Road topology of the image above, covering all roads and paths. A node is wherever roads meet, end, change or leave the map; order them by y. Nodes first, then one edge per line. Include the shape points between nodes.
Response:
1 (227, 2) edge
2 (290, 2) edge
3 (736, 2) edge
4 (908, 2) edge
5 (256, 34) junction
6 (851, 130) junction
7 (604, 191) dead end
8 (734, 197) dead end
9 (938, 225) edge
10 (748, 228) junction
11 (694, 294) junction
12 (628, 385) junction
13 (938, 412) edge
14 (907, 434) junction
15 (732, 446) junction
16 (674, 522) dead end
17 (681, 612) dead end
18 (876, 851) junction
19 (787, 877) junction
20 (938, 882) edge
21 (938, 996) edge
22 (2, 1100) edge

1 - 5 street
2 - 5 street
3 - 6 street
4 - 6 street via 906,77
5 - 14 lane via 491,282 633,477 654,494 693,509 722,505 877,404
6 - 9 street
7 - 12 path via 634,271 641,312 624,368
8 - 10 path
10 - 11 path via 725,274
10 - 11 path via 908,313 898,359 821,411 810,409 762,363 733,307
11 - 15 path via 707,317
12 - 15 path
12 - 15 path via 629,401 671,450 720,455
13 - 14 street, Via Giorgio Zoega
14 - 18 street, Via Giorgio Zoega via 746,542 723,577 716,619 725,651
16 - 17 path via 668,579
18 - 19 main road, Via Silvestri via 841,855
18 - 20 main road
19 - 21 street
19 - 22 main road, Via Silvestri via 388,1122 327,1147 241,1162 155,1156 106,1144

■ ■ ■ ■

## What you are asked to do
Please repeat the material above word for word.

## Answer space
Road topology of the image above, covering all roads and paths. A node is wherever roads meet, end, change or leave the map; order them by y. Nodes first, then one edge per line. Include the shape points between nodes.
Response:
1 (227, 2) edge
2 (290, 2) edge
3 (736, 2) edge
4 (908, 2) edge
5 (256, 34) junction
6 (851, 130) junction
7 (604, 191) dead end
8 (734, 197) dead end
9 (938, 225) edge
10 (748, 228) junction
11 (694, 294) junction
12 (628, 385) junction
13 (938, 412) edge
14 (907, 434) junction
15 (732, 446) junction
16 (674, 522) dead end
17 (681, 612) dead end
18 (876, 851) junction
19 (787, 877) junction
20 (938, 882) edge
21 (938, 996) edge
22 (2, 1100) edge

1 - 5 street
2 - 5 street
3 - 6 street
4 - 6 street via 906,77
5 - 14 lane via 491,282 633,477 654,494 693,509 722,505 877,404
6 - 9 street
7 - 12 path via 634,271 641,312 624,368
8 - 10 path
10 - 11 path via 725,274
10 - 11 path via 908,313 898,359 821,411 810,409 762,363 733,307
11 - 15 path via 707,317
12 - 15 path
12 - 15 path via 629,401 671,450 720,455
13 - 14 street, Via Giorgio Zoega
14 - 18 street, Via Giorgio Zoega via 746,542 723,577 716,619 725,651
16 - 17 path via 668,579
18 - 19 main road, Via Silvestri via 841,855
18 - 20 main road
19 - 21 street
19 - 22 main road, Via Silvestri via 388,1122 327,1147 241,1162 155,1156 106,1144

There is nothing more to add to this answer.